That’s a lot of virtual dough floating around in virtual worlds. But this vast and rapid growth in digital gaming does not mean physical games are going away anytime soon—and that includes cards, board games, and other tabletop games, a market that has “surged as players have grown jaded with the digital screens they toil over during the work day,” wrote Joon Ian Wong in 2016.
Venture capital is flowing into board game development. Tabletop bars and cafes are popping up all over the world, encouraging people to mingle over Scrabble and Cards Against Humanity. It seems the time is just right to revive the oldest playable board game in the world. If someone hasn’t already launched a Kickstarter to bankroll a new Royal Game of Ur, I suspect we’ll see one any day now. At least four-and-a-half-thousand years old, according to British Museum Curator Irving Finkel, the Royal Game of Ur was probably invented by the Sumerians. And it seems like it might still be a blast, and a considerable challenge, to play.

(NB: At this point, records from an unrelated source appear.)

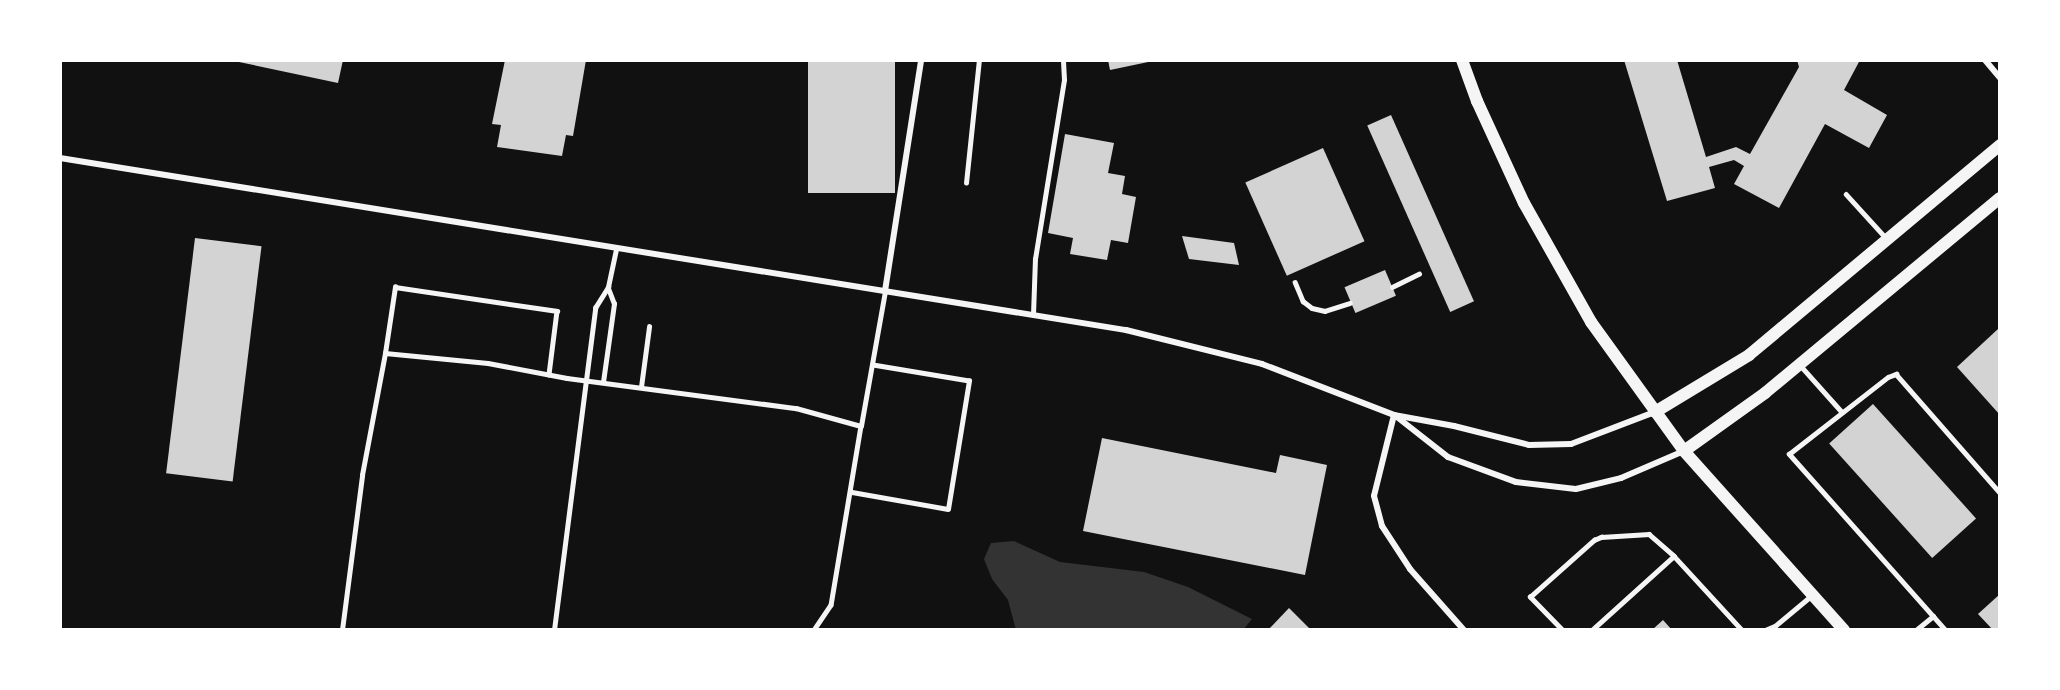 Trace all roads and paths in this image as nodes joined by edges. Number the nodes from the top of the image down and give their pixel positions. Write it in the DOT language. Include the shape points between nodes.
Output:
graph roads {
  1 [pos="921,60"];
  2 [pos="979,60"];
  3 [pos="1063,60"];
  4 [pos="1462,60"];
  5 [pos="1985,60"];
  6 [pos="2000,78"];
  7 [pos="2000,145"];
  8 [pos="60,158"];
  9 [pos="966,183"];
  10 [pos="1846,194"];
  11 [pos="2000,198"];
  12 [pos="1887,240"];
  13 [pos="616,248"];
  14 [pos="1419,274"];
  15 [pos="1295,282"];
  16 [pos="608,287"];
  17 [pos="1392,287"];
  18 [pos="885,291"];
  19 [pos="1350,303"];
  20 [pos="1033,315"];
  21 [pos="649,327"];
  22 [pos="385,353"];
  23 [pos="873,365"];
  24 [pos="1800,365"];
  25 [pos="549,374"];
  26 [pos="584,380"];
  27 [pos="603,382"];
  28 [pos="640,387"];
  29 [pos="1656,412"];
  30 [pos="1842,412"];
  31 [pos="1394,415"];
  32 [pos="861,426"];
  33 [pos="1684,451"];
  34 [pos="852,492"];
  35 [pos="2000,492"];
  36 [pos="1674,556"];
  37 [pos="1813,594"];
  38 [pos="1933,616"];
  39 [pos="342,630"];
  40 [pos="554,630"];
  41 [pos="814,630"];
  42 [pos="1464,630"];
  43 [pos="1562,630"];
  44 [pos="1592,630"];
  45 [pos="1742,630"];
  46 [pos="1765,630"];
  47 [pos="1844,630"];
  48 [pos="1916,630"];
  49 [pos="1946,630"];
  1 -- 18 [label="street"];
  2 -- 9 [label="lane"];
  3 -- 20 [label="lane" via="1064,80 1035,259"];
  4 -- 29 [label="main road" via="1524,203 1591,322"];
  5 -- 6 [label="street"];
  7 -- 12 [label="main road"];
  8 -- 13 [label="street"];
  10 -- 12 [label="lane"];
  11 -- 24 [label="main road"];
  12 -- 29 [label="main road" via="1749,355"];
  13 -- 16 [label="lane"];
  13 -- 18 [label="street"];
  14 -- 17 [label="lane"];
  15 -- 19 [label="lane" via="1303,301 1312,308 1325,312"];
  16 -- 26 [label="lane" via="595,308"];
  16 -- 27 [label="lane" via="614,304"];
  18 -- 20 [label="street"];
  18 -- 23 [label="lane"];
  20 -- 31 [label="street" via="1126,330 1262,364"];
  21 -- 28 [label="lane"];
  22 -- 25 [label="lane" via="488,363"];
  22 -- 25 [label="lane" via="395,286 557,311"];
  22 -- 39 [label="lane" via="362,475"];
  23 -- 32 [label="lane"];
  23 -- 34 [label="lane" via="969,381 948,509"];
  24 -- 30 [label="lane"];
  24 -- 33 [label="main road"];
  25 -- 26 [label="lane"];
  26 -- 27 [label="lane"];
  26 -- 40 [label="lane"];
  27 -- 28 [label="lane"];
  28 -- 32 [label="lane" via="796,408"];
  29 -- 31 [label="street" via="1570,444 1529,445"];
  29 -- 33 [label="main road"];
  30 -- 35 [label="lane" via="1896,374"];
  30 -- 38 [label="lane" via="1789,454"];
  31 -- 33 [label="street" via="1448,457 1516,482 1576,489 1621,478"];
  31 -- 42 [label="street" via="1374,496 1382,526 1410,569"];
  32 -- 34 [label="lane"];
  33 -- 37 [label="main road"];
  34 -- 41 [label="lane" via="831,605"];
  36 -- 43 [label="lane" via="1649,534 1594,540 1530,597"];
  36 -- 44 [label="lane"];
  36 -- 45 [label="lane"];
  37 -- 46 [label="lane"];
  37 -- 47 [label="main road"];
  38 -- 48 [label="lane"];
  38 -- 49 [label="lane"];
}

“You might think it’s so old that it’s irretrievable to us, that we’ve got no idea what it was like playing, what the rules were like,” Finkel says in the video at the top, “but all sorts of evidence has come to light so that we know how this game was played.” He promises, in no uncertain terms, to wipe the floor with YouTuber Tom Scott in a Royal Game of Ur showdown, and Scott, who has never played the game before, seems at a decided disadvantage. But watch their contest to see how the game is played and whether Finkel makes good on his threat. Along the way, he liberally shares his knowledge.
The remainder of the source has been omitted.